* Task prompt: If a record below holds a picture, drop the picture and copy everything else exactly.

────

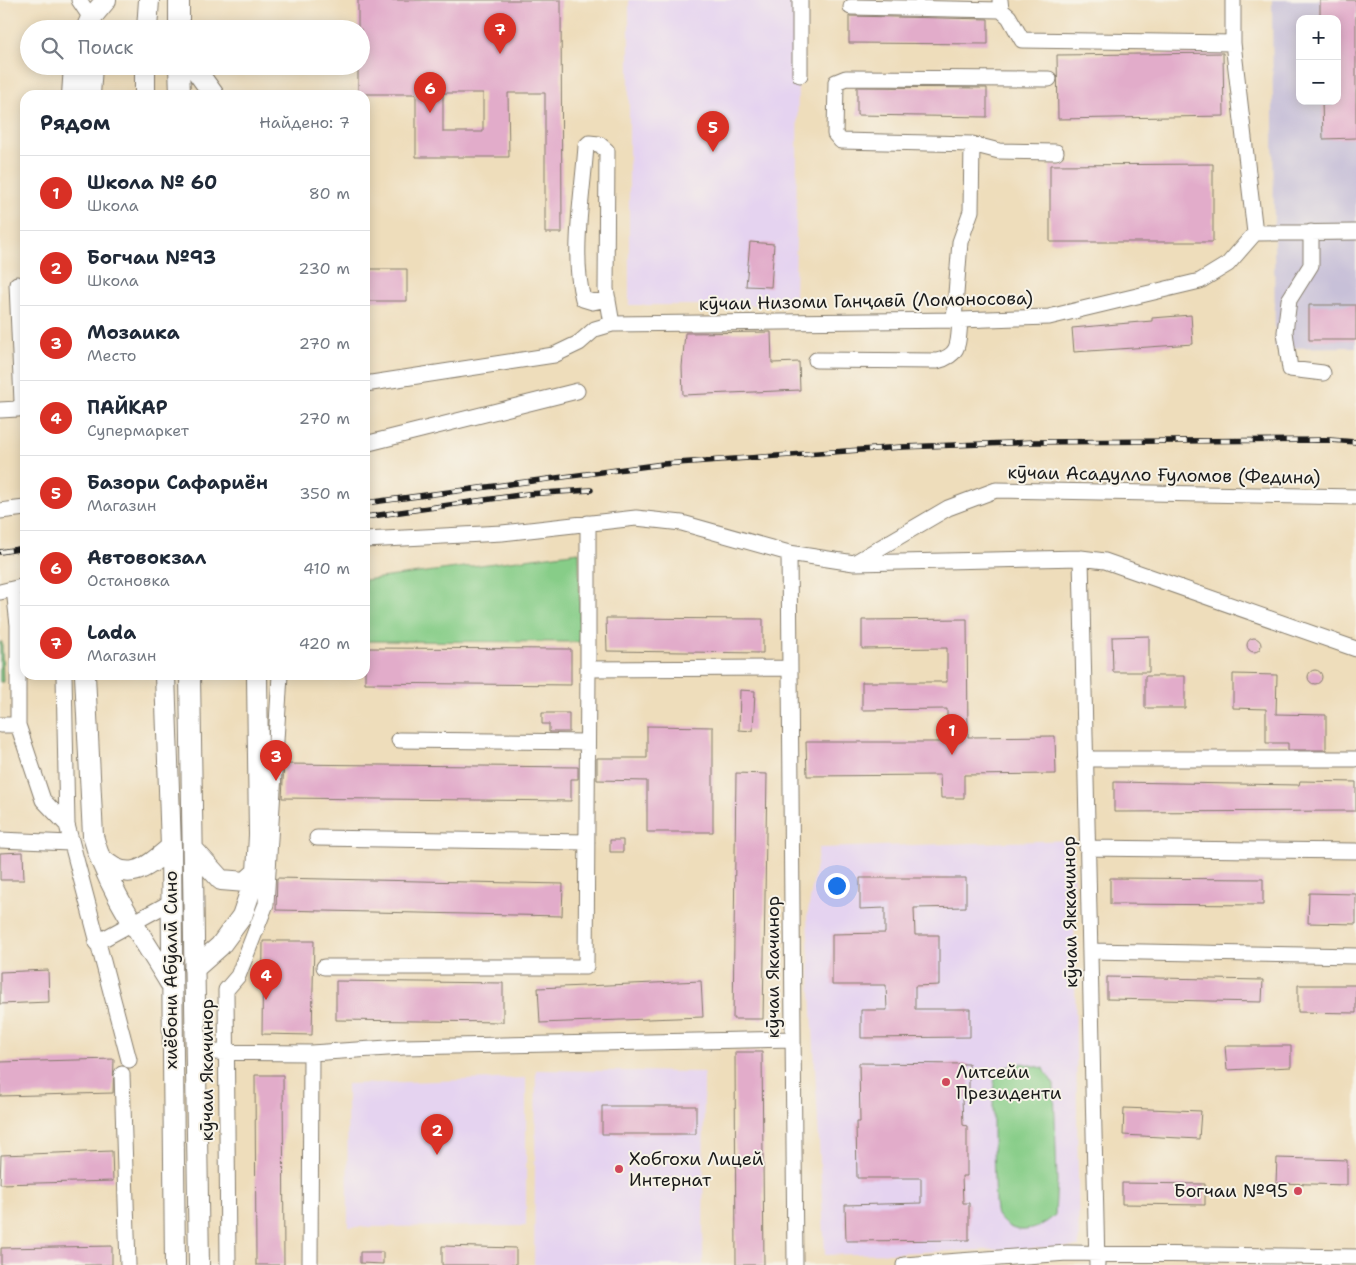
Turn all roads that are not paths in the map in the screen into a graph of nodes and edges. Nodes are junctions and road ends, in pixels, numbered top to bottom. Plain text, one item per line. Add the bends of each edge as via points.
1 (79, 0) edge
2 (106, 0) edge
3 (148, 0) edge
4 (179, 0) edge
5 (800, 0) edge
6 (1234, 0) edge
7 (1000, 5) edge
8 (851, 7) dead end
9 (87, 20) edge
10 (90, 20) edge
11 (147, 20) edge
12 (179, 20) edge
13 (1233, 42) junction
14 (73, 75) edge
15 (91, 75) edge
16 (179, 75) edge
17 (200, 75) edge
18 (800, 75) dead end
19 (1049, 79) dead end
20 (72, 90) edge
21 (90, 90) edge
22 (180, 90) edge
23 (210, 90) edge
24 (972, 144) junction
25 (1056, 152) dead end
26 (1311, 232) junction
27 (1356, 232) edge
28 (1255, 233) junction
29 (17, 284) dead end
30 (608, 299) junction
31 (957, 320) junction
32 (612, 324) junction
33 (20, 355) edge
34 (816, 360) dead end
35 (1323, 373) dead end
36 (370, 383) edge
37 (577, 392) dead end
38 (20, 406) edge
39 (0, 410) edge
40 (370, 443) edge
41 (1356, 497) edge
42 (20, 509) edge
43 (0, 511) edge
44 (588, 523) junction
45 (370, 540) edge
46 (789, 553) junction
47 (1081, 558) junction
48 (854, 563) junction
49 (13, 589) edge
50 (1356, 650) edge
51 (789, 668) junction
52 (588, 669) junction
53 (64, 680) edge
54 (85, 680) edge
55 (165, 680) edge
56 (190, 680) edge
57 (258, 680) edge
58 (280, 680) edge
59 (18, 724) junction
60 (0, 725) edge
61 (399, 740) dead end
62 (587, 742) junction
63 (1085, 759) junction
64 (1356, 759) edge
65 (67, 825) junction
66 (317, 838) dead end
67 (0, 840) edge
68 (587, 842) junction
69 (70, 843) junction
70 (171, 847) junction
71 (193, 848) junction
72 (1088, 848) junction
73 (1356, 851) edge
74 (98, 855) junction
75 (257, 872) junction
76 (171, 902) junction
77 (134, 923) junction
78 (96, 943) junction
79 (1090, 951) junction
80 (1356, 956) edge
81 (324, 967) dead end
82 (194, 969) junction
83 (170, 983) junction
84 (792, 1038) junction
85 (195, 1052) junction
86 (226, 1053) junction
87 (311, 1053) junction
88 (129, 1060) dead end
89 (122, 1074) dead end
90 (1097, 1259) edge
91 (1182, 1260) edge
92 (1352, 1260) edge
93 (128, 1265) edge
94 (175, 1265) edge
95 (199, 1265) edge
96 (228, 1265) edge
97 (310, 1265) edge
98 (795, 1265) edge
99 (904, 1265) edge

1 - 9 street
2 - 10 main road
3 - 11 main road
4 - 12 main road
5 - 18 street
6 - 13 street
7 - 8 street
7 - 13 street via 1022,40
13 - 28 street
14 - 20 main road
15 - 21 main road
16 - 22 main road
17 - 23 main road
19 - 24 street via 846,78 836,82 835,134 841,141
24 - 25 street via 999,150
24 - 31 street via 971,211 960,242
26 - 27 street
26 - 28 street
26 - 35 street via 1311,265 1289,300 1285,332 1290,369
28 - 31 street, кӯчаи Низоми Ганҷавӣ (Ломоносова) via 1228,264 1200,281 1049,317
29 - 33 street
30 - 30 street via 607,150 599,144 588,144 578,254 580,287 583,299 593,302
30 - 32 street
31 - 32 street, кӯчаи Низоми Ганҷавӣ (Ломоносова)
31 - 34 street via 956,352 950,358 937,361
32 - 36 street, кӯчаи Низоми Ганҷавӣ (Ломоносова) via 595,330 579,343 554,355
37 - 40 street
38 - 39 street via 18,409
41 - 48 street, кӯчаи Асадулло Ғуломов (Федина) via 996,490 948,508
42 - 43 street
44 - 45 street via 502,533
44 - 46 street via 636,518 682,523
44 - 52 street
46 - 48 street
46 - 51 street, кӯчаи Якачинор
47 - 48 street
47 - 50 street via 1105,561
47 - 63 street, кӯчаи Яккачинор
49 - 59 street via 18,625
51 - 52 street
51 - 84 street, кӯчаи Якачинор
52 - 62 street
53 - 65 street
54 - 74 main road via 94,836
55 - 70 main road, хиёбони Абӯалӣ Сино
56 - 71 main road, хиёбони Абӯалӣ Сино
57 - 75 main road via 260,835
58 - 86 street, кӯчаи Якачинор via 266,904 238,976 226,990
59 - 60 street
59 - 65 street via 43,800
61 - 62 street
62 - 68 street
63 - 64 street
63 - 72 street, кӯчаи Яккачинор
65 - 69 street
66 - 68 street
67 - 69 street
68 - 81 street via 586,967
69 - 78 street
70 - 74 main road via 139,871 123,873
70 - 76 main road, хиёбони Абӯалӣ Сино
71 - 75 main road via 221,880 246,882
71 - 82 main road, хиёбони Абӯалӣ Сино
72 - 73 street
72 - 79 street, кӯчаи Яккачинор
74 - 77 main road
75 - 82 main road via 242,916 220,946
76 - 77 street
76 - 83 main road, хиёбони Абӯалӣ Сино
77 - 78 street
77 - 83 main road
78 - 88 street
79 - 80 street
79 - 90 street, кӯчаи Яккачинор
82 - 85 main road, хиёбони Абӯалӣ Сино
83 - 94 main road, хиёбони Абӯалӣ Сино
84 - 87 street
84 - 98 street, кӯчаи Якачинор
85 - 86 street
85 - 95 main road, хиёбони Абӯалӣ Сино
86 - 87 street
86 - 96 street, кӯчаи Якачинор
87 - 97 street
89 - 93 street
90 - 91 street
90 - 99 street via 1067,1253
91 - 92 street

────

* Result of this task:
Turn all roads that are not paths in the map in the screen into a graph of nodes and edges. Nodes are junctions and road ends, in pixels, numbered top to bottom. Plain text, one item per line. Add the bends of each edge as via points.
1 (79, 0) edge
2 (106, 0) edge
3 (148, 0) edge
4 (179, 0) edge
5 (800, 0) edge
6 (1234, 0) edge
7 (1000, 5) edge
8 (851, 7) dead end
9 (87, 20) edge
10 (90, 20) edge
11 (147, 20) edge
12 (179, 20) edge
13 (1233, 42) junction
14 (73, 75) edge
15 (91, 75) edge
16 (179, 75) edge
17 (200, 75) edge
18 (800, 75) dead end
19 (1049, 79) dead end
20 (72, 90) edge
21 (90, 90) edge
22 (180, 90) edge
23 (210, 90) edge
24 (972, 144) junction
25 (1056, 152) dead end
26 (1311, 232) junction
27 (1356, 232) edge
28 (1255, 233) junction
29 (17, 284) dead end
30 (608, 299) junction
31 (957, 320) junction
32 (612, 324) junction
33 (20, 355) edge
34 (816, 360) dead end
35 (1323, 373) dead end
36 (370, 383) edge
37 (577, 392) dead end
38 (20, 406) edge
39 (0, 410) edge
40 (370, 443) edge
41 (1356, 497) edge
42 (20, 509) edge
43 (0, 511) edge
44 (588, 523) junction
45 (370, 540) edge
46 (789, 553) junction
47 (1081, 558) junction
48 (854, 563) junction
49 (13, 589) edge
50 (1356, 650) edge
51 (789, 668) junction
52 (588, 669) junction
53 (64, 680) edge
54 (85, 680) edge
55 (165, 680) edge
56 (190, 680) edge
57 (258, 680) edge
58 (280, 680) edge
59 (18, 724) junction
60 (0, 725) edge
61 (399, 740) dead end
62 (587, 742) junction
63 (1085, 759) junction
64 (1356, 759) edge
65 (67, 825) junction
66 (317, 838) dead end
67 (0, 840) edge
68 (587, 842) junction
69 (70, 843) junction
70 (171, 847) junction
71 (193, 848) junction
72 (1088, 848) junction
73 (1356, 851) edge
74 (98, 855) junction
75 (257, 872) junction
76 (171, 902) junction
77 (134, 923) junction
78 (96, 943) junction
79 (1090, 951) junction
80 (1356, 956) edge
81 (324, 967) dead end
82 (194, 969) junction
83 (170, 983) junction
84 (792, 1038) junction
85 (195, 1052) junction
86 (226, 1053) junction
87 (311, 1053) junction
88 (129, 1060) dead end
89 (122, 1074) dead end
90 (1097, 1259) edge
91 (1182, 1260) edge
92 (1352, 1260) edge
93 (128, 1265) edge
94 (175, 1265) edge
95 (199, 1265) edge
96 (228, 1265) edge
97 (310, 1265) edge
98 (795, 1265) edge
99 (904, 1265) edge

1 - 9 street
2 - 10 main road
3 - 11 main road
4 - 12 main road
5 - 18 street
6 - 13 street
7 - 8 street
7 - 13 street via 1022,40
13 - 28 street
14 - 20 main road
15 - 21 main road
16 - 22 main road
17 - 23 main road
19 - 24 street via 846,78 836,82 835,134 841,141
24 - 25 street via 999,150
24 - 31 street via 971,211 960,242
26 - 27 street
26 - 28 street
26 - 35 street via 1311,265 1289,300 1285,332 1290,369
28 - 31 street, кӯчаи Низоми Ганҷавӣ (Ломоносова) via 1228,264 1200,281 1049,317
29 - 33 street
30 - 30 street via 607,150 599,144 588,144 578,254 580,287 583,299 593,302
30 - 32 street
31 - 32 street, кӯчаи Низоми Ганҷавӣ (Ломоносова)
31 - 34 street via 956,352 950,358 937,361
32 - 36 street, кӯчаи Низоми Ганҷавӣ (Ломоносова) via 595,330 579,343 554,355
37 - 40 street
38 - 39 street via 18,409
41 - 48 street, кӯчаи Асадулло Ғуломов (Федина) via 996,490 948,508
42 - 43 street
44 - 45 street via 502,533
44 - 46 street via 636,518 682,523
44 - 52 street
46 - 48 street
46 - 51 street, кӯчаи Якачинор
47 - 48 street
47 - 50 street via 1105,561
47 - 63 street, кӯчаи Яккачинор
49 - 59 street via 18,625
51 - 52 street
51 - 84 street, кӯчаи Якачинор
52 - 62 street
53 - 65 street
54 - 74 main road via 94,836
55 - 70 main road, хиёбони Абӯалӣ Сино
56 - 71 main road, хиёбони Абӯалӣ Сино
57 - 75 main road via 260,835
58 - 86 street, кӯчаи Якачинор via 266,904 238,976 226,990
59 - 60 street
59 - 65 street via 43,800
61 - 62 street
62 - 68 street
63 - 64 street
63 - 72 street, кӯчаи Яккачинор
65 - 69 street
66 - 68 street
67 - 69 street
68 - 81 street via 586,967
69 - 78 street
70 - 74 main road via 139,871 123,873
70 - 76 main road, хиёбони Абӯалӣ Сино
71 - 75 main road via 221,880 246,882
71 - 82 main road, хиёбони Абӯалӣ Сино
72 - 73 street
72 - 79 street, кӯчаи Яккачинор
74 - 77 main road
75 - 82 main road via 242,916 220,946
76 - 77 street
76 - 83 main road, хиёбони Абӯалӣ Сино
77 - 78 street
77 - 83 main road
78 - 88 street
79 - 80 street
79 - 90 street, кӯчаи Яккачинор
82 - 85 main road, хиёбони Абӯалӣ Сино
83 - 94 main road, хиёбони Абӯалӣ Сино
84 - 87 street
84 - 98 street, кӯчаи Якачинор
85 - 86 street
85 - 95 main road, хиёбони Абӯалӣ Сино
86 - 87 street
86 - 96 street, кӯчаи Якачинор
87 - 97 street
89 - 93 street
90 - 91 street
90 - 99 street via 1067,1253
91 - 92 street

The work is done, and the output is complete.